Just search for your company or brand name. If your website appears at the top of the results, all is well with the universe. On the other hand, if you don’t see your website listed, the site might be penalized, and it’s time to investigate further.
Search Engine Penalties
Hopefully, you’ve made it this far in the audit without detecting even the slightest hint of a search engine penalty. But if you think your site has been penalized, here are 4 steps to help you fix the situation:
Step 1: Make Sure You’ve Actually Been Penalized
I can’t tell you how many times I’ve researched someone’s “search engine penalty” only to find an accidentally noindexed page or a small shuffle in the search engine rankings. So before you start raising the penalty alarm, be sure you’ve actually been penalized.
In many cases, a true penalty will be glaringly obvious. Your pages will be completely deindexed (even though they’re openly accessible), or you will receive a penalty message in your webmaster tools account.
It’s important to note that your site can also lose significant traffic due to a search engine algorithm update. Although this isn’t a penalty per se, it should be handled with the same diligence as a true penalty.
Step 2: Identify the Reason(s) for the Penalty
Once you’re sure the site has been penalized, you need to investigate the root cause for the penalty. If you receive a formal notification from a search engine, this step is already complete.
Unfortunately, if your site is the victim of an algorithmic update, you have more detective work to do. Begin searching SEO-related news sites and forums until you find answers. When search engines change their algorithms, many sites are affected so it shouldn’t take long to figure out what happened.
For even more help, read Sujan Patel’s article about identifying search engine penalties.
Step 3: Fix the Site’s Penalized Behavior
After you’ve identified why your site was penalized, you have to methodically fix the offending behavior. This is easier said than done, but fortunately, the SEOmoz community is always happy to help.
Step 4: Request Reconsideration
Once you’ve fixed all of the problems, you need to request reconsideration from the search engines that penalized you. However, be forewarned that if your site wasn’t explicitly penalized (i.e., it was the victim of an algorithm update), a reconsideration request will be ineffective, and you’ll have to wait for the algorithm to refresh. For more information, read Google’s guide for Reconsideration Requests
and Bing’s guide for Getting Out of the Penalty Box.
With any luck, Matt Cutts will release you from search engine prison:
(3) On-Page Ranking Factors
Up to this point, we’ve analyzed the accessibility and indexability of your site. Now it’s time to turn our attention to the characteristics of your site’s pages that influence the site’s search engine rankings.
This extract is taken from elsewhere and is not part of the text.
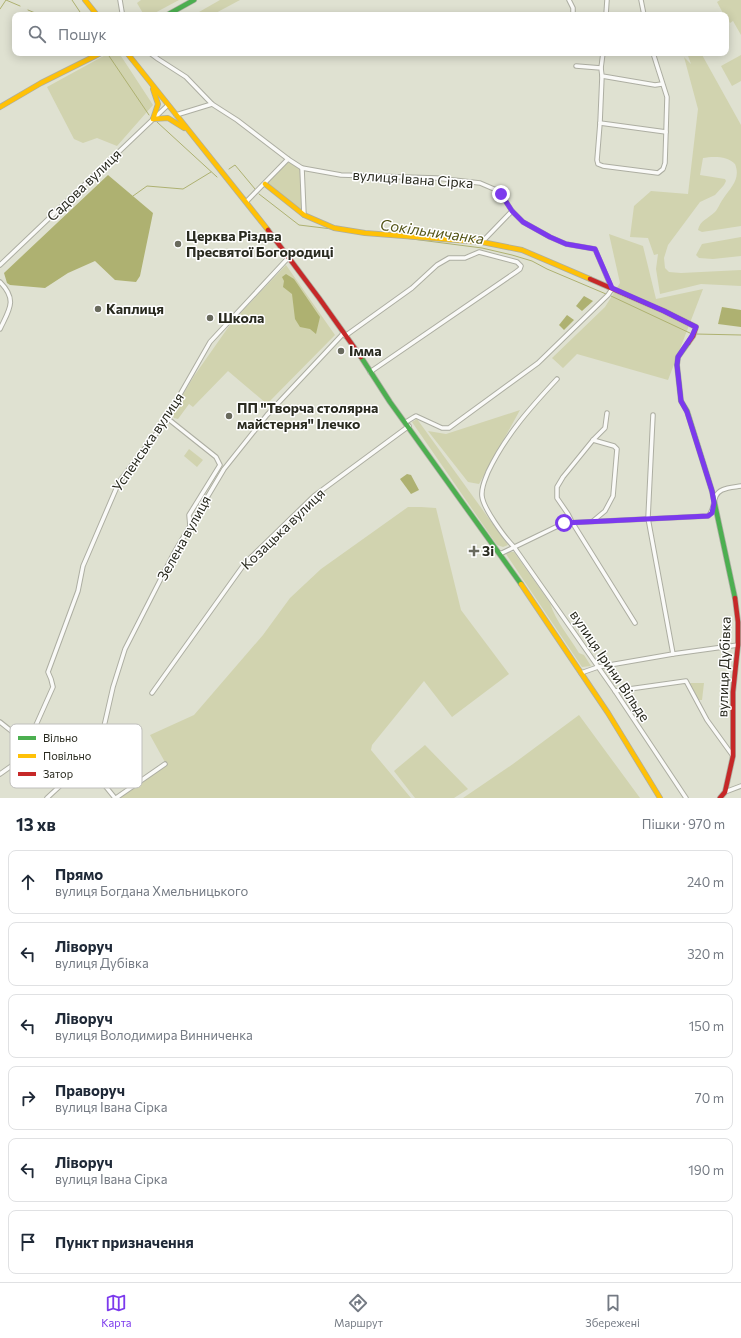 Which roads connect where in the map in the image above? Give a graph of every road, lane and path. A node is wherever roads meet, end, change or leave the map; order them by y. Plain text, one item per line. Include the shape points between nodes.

For each of the on-page ranking factors, we’ll investigate page level characteristics for the site’s individual pages as well as domain level characteristics for the entire website.
In general, the page level analysis is useful for identifying specific examples of optimization opportunities, and the domain level analysis helps define the level of effort necessary to make site-wide corrections.
Since a URL is the entry point to a page’s content, it’s a logical place to begin our on-page analysis.
When analyzing the URL for a given page, here are a few important questions to ask:
- Is the URL short and user-friendly? A common rule of thumb is to keep URLs less than 115 characters.
- Does the URL include relevant keywords? It’s important to use a URL that effectively describes its corresponding content.
- Is the URL using subfolders instead of subdomains? Subdomains are mostly treated as unique domains when it comes to passing link juice. Subfolders don’t have this problem, and as a result, they are typically preferred over subdomains.
- Does the URL avoid using excessive parameters? If possible, use static URLs. If you simply can’t avoid using parameters, at least register them with your Google Webmaster Tools account.
- Is the URL using hyphens to separate words? Underscores have a very checkered past with certain search engines. To be on the safe side, just use hyphens.
When analyzing the URLs for an entire domain, here are a few additional questions:
- Do most of the URLs follow the best practices established in the page level analysis, or are many of the URLs poorly optimized?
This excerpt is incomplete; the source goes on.